Organismos con dueño

Bisagra

Por José Páramo Castro

Los organismos autónomos no son instituciones sino auxiliares de las instituciones, creadas ante la parcialidad de quienes las operan. Incluso se crearon para vigilar las actividades de las instituciones que, saturadas de actos de corrupción, necesitaban un cesto de basura dónde guardar las denuncias al respecto.

Los organismos autónomos son una especie de la Fiscalía del Caso Colosio y otros elefantes blancos que se crearon para diluir los hechos que no le interesaba al gobierno de aquel entonces aclarar. Son funciones que si no hubiera corrupción nunca hubieran existido, pero se crearon como una alternativa para depositar quejas y traspapelar demandas.

Desde luego que hubo mecanismos con suficiente poder transexenal que hicieron de las suyas y lejos de evitar la corrupción la fortalecieron y echaron raíces para hacer más complicada su erradicación. Son oficinas con nueve años de duración en la administración pública, de tal suerte que por lo menos abarcan dos sexenios, a veces tres, manteniendo un esquema poco transparente y supervisiones que no satisfacen a nadie.

En muchos casos fueron creadas por los últimos dos o tres presidentes de la República, ejemplo de corrupción y desviación de tareas propias de su investidura, esto deben recordarlo quienes ahora se envuelven en las banderas de sus partidos para lanzarse al vacío en defensa de esos lugares extraños.

Por ejemplo, el Instituto Federal de Telecomunicaciones, a unas semanas de concluir el sexenio de Peña Nieto, renovó por 20 años las concesiones de televisión abierta a televisa y TV Azteca. Nadie dijo nada, nadie pregunta cómo ni por qué, pero a la hora de cuestionar su verdadero servicio a la sociedad se rasgan las vestiduras para conservar esos espacios donde se fortalecen muchos vicios del pasado.

Esa autonomía que ahora defienden de los organismos autónomos no sólo no cumple con la legalidad, sino que impulsa el monopolio e intenta desbarrancar a la actual administración pública porque obedecen a los intereses de quienes los colocaron en esos sitios.
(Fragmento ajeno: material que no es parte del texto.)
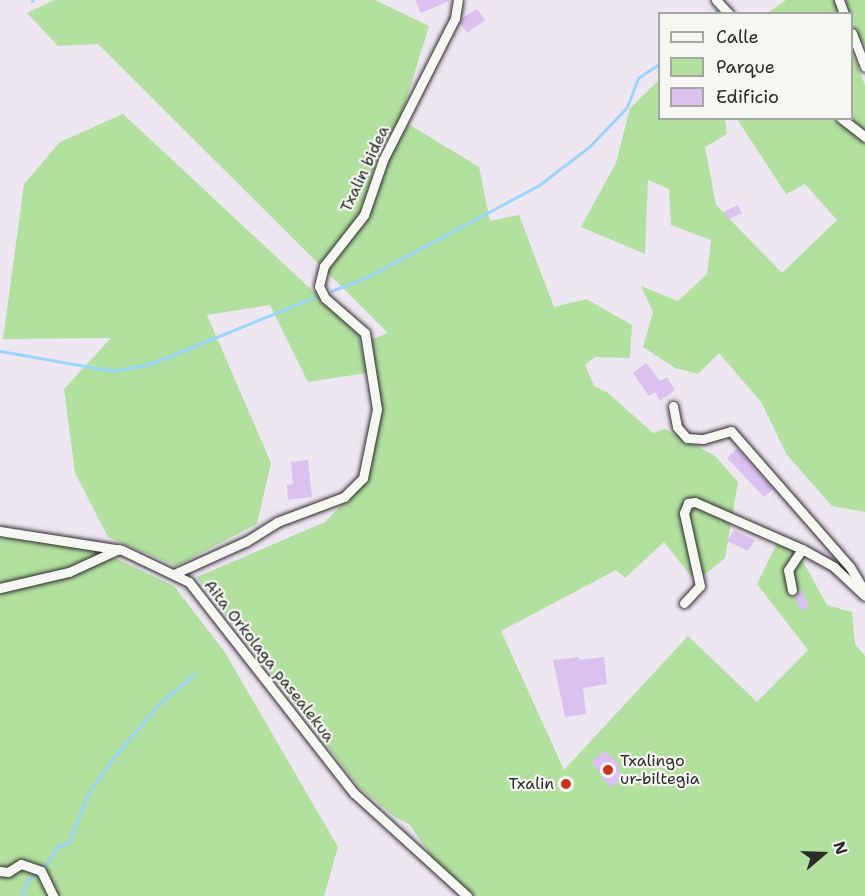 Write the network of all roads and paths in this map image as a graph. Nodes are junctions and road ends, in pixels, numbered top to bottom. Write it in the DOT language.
graph roads {
  1 [pos="458,0"];
  2 [pos="716,0"];
  3 [pos="727,12"];
  4 [pos="853,36"];
  5 [pos="865,67"];
  6 [pos="844,120"];
  7 [pos="865,137"];
  8 [pos="673,406"];
  9 [pos="0,531"];
  10 [pos="119,549"];
  11 [pos="802,549"];
  12 [pos="176,573"];
  13 [pos="0,588"];
  14 [pos="792,590"];
  15 [pos="865,594"];
  16 [pos="684,603"];
  17 [pos="0,871"];
  18 [pos="53,896"];
  19 [pos="467,896"];
  1 -- 12 [label="street, Txalin bidea"];
  2 -- 3 [label="street"];
  4 -- 5 [label="street"];
  6 -- 7 [label="street"];
  8 -- 15 [label="street"];
  9 -- 10 [label="street, Aita Orkolaga pasealekua"];
  10 -- 12 [label="street, Aita Orkolaga pasealekua"];
  10 -- 13 [label="street"];
  11 -- 14 [label="street"];
  11 -- 15 [label="street"];
  11 -- 16 [label="street"];
  12 -- 19 [label="street, Aita Orkolaga pasealekua"];
  17 -- 18 [label="street"];
}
Hace unas semanas ese mismo instituto aprobó prorrogar 557 señales explotadas por esas televisoras, cuya vigencia estaba fijada hasta el 31 de diciembre de 2021, pero se adelantan antes de que pudieran desaparecer para seguir viviendo de esos favores que tantos privilegios y privilegiados crearon en el pasado.
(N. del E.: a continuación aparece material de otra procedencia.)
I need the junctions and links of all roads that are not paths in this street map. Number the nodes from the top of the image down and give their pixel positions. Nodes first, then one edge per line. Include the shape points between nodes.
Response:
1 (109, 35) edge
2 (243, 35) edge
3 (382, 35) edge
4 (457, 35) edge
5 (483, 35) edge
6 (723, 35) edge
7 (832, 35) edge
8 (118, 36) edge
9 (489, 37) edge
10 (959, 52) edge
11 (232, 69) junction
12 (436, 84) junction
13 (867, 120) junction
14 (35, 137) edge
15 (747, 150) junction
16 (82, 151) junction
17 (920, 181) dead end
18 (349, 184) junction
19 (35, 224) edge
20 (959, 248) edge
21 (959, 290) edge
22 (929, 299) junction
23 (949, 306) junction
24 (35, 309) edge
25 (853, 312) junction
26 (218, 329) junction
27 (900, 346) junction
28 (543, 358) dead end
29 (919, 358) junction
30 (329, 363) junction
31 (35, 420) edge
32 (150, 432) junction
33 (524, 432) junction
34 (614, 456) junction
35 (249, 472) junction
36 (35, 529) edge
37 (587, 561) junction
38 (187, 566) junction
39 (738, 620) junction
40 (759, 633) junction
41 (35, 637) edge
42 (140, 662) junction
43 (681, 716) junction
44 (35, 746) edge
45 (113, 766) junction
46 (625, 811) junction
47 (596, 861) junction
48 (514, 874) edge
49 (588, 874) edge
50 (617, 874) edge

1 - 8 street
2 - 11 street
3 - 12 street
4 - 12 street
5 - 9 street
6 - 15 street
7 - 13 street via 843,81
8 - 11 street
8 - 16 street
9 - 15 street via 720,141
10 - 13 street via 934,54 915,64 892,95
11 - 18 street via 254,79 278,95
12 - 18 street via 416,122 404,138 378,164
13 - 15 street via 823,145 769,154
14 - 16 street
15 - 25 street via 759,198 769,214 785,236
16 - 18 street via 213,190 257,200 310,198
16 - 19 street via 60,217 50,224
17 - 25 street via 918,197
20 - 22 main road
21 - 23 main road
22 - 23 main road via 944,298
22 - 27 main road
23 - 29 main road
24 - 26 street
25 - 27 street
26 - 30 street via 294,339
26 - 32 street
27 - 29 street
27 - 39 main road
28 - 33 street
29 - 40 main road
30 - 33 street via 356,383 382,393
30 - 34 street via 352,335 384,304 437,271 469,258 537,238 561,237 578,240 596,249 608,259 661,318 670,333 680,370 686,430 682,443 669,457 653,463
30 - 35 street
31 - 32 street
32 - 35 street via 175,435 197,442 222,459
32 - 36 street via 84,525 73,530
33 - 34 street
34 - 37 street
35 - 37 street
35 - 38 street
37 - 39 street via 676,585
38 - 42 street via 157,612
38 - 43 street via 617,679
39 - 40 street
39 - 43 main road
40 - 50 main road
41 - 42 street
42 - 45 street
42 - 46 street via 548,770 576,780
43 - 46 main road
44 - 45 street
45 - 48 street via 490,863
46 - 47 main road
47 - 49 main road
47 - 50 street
Lo mismo puede decirse de otros organismos que son dependencias de gobiernos pasados, corresponden a los intereses de los funcionarios del pasado, pero que se autodenominan instituciones.

La posibilidad de desaparecer estos organismos se politizó de inmediato y cómo no pensar que así sería si la simbiosis entre gobierno e iniciativa privada estaba determinada, esto explica la reacción del panista Erandi Bermúdez, senador de ese grupo, que anunció que se creará un bloque con legisladores de su partido, el PRI, MC y otro cuyo nombre ya nadie recuerda, para evitar la desaparición de esos organismos, donde seguramente tienen intereses.

Los organismos autónomos debieron ser, desde el principio, dependencia de Estado no de gobierno, esa es la intención de la duración de sus periodos administrativos, pero tenemos el caso del INE que desde sus escritorios benefician a una parte privilegiada de la población y atacan con la fuerza de sus intereses a otros segmentos de la población desprotegidos.

La desaparición de esos organismos autónomos la provocaron las conductas de sus dirigentes.